“If Antarctica were music, it would be Mozart. Art, and it would be Michelangelo. Literature and it would be Shakespeare. And yet it is something even greater; the only place on earth that is still as it should be. May we never tame it.” ― Andrew Denton
Antarctica is the only continent with no permanent human habitation. However, there are permanent human settlements, where scientists and support staff live for part of the year on a rotating basis.
The Antarctic is a cold, remote area in the Southern Hemisphere encompassed by the Antarctic Convergence – an uneven line of latitude where cold, northward-flowing Antarctic waters meet the warmer waters of the world’s oceans.
It is the fifth-largest continent in terms of total area, larger than both Oceania and Europe. Antarctica is such a unique continent in that it does not have a native human population. There are no countries in Antarctica, although seven nations claim different parts of it, such as New Zealand, Australia, France, Norway, the United Kingdom, Chile, and Argentina.

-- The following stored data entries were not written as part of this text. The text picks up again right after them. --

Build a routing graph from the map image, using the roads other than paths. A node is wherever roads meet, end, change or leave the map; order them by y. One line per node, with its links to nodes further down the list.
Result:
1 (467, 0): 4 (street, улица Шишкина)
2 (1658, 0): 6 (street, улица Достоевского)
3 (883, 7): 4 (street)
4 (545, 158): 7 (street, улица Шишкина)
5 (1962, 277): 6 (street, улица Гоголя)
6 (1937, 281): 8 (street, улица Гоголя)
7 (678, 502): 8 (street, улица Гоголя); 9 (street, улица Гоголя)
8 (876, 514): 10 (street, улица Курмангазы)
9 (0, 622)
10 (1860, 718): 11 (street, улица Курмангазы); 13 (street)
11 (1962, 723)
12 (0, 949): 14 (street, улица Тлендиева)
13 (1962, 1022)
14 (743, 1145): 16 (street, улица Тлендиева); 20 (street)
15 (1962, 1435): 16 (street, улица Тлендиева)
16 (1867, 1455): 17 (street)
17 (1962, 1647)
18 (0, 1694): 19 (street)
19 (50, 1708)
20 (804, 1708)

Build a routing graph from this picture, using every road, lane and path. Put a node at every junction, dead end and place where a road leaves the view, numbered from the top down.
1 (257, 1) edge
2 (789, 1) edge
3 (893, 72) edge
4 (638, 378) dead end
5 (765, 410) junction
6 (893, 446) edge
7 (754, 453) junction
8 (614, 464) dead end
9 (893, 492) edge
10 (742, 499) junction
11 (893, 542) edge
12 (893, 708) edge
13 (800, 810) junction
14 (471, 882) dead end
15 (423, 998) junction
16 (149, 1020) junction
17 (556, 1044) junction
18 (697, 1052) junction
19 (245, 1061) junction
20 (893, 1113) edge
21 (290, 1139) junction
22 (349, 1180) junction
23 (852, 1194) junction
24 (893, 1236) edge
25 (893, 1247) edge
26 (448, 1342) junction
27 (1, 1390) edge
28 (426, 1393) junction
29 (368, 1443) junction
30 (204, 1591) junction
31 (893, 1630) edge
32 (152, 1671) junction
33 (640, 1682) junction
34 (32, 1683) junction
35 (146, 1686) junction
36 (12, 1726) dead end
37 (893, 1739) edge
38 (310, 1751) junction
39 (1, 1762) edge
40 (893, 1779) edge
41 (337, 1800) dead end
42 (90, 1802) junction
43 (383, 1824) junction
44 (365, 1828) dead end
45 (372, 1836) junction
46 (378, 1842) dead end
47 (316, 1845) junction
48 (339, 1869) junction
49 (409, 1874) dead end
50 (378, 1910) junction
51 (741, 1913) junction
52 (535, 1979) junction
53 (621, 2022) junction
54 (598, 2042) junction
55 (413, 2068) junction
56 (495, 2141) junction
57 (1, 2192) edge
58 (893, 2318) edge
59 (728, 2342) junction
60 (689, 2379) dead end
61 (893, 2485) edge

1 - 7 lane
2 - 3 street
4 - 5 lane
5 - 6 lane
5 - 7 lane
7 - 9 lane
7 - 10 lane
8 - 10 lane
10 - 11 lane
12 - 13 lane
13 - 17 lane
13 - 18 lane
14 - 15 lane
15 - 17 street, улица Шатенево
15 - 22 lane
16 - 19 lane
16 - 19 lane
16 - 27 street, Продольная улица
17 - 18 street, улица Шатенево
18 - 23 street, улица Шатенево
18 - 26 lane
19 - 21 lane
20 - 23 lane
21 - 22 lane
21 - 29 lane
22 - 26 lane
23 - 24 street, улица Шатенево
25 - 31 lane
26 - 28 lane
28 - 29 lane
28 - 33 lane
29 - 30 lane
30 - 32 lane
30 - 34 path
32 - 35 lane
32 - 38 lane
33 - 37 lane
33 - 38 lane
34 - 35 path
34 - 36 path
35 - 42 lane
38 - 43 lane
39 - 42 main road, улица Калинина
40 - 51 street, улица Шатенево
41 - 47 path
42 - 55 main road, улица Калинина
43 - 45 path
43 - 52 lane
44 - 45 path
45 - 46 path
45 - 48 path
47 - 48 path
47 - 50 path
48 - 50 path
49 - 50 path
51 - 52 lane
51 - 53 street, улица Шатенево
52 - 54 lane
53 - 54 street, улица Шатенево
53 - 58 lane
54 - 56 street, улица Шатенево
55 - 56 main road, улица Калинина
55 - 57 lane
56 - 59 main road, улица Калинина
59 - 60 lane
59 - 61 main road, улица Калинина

Here are awesome facts about this fairytale but a real place that leave even scientists breathless;
Antarctica holds most of the world’s freshwater:
An incredible 60-90 percent of the world’s freshwater is locked in Antarctica’s vast ice sheet – the largest on Earth, covering an incredible 14 million km² of Antarctic Mountain ranges, valleys, and plateaus. This leaves only one percent of Antarctica permanently ice-free.
At its deepest, Antarctica’s ice is 4.5km (2.7 miles) thick – that’s half the height of Mt Everest! If it all melted, global sea levels would rise about 60 m (200 ft).
Antarctica is a desert:
When most of us think of deserts we think of sand dunes and sizzling temperatures, but technically a desert doesn’t have to be hot or sandy, it’s more about how much precipitation the area receives as rain, snow, mist, or fog. A desert is any region that receives very little annual precipitation.
So, while Antarctica may be covered in ice, it has taken an incredible 45 million years to grow to its current thickness, because so little rain falls there. As well as being one of the driest continents on Earth, Antarctica is also the coldest, windiest, and highest.
Antarctica has active volcanoes:
Antarctica is home to several volcanoes and two of them are active. Mount Erebus, the second-highest volcano in Antarctica is the southernmost active volcano on Earth. Located on Ross Island, this icebound volcano has some unique features such as ice fumaroles and twisted ice statues that form around gases that seep from vents near the volcanic crater.
There’s a subglacial lake that flows blood red:
In 1911 on a remote glacier in East Antarctica, a strange phenomenon was observed. The lily-white ice of the Taylor Glacier was being stained a deep red by water flowing from deep within the glacier. For many years the source of the red colour remained a mystery, but in 2017 scientists announced that they had discovered the cause. The water flowing from within the glacier was from a subglacial lake high in salt and oxidised iron, and when it came into contact with oxygen the iron rusted, giving the water its striking red shade, and its name: Blood Falls.
Diamond dust floats in the air:
Although there are low levels of precipitation in Antarctica, meteorological wonders abound and diamond dust is one of them! Diamond dust is made of tiny ice crystals that precipitate out of humid air near the Earth’s surface. It’s a little like an icy fog. As ice crystals hang suspended in the air, sunlight causes them to sparkle, creating a glittering effect that looks like a million tiny floating diamonds. Diamond dust is also responsible for beautiful optical phenomena like sun dogs, halos, and light pillars.
The Antarctic Peninsula is one of the most rapidly warming areas on Earth:
This is a warning about global warming as scientists have announced that the Antarctic Peninsula is warming more quickly than many other areas on Earth. In fact, it is one of the most rapidly warming areas on the planet. Over the past 50 years, average temperatures across the Antarctic Peninsula have increased by 3°C (37.4°F), five times the average increase on Earth.
Is this one continent you’d like to have crossed out from your bucket list? Then go ahead! See this wonder of the planet.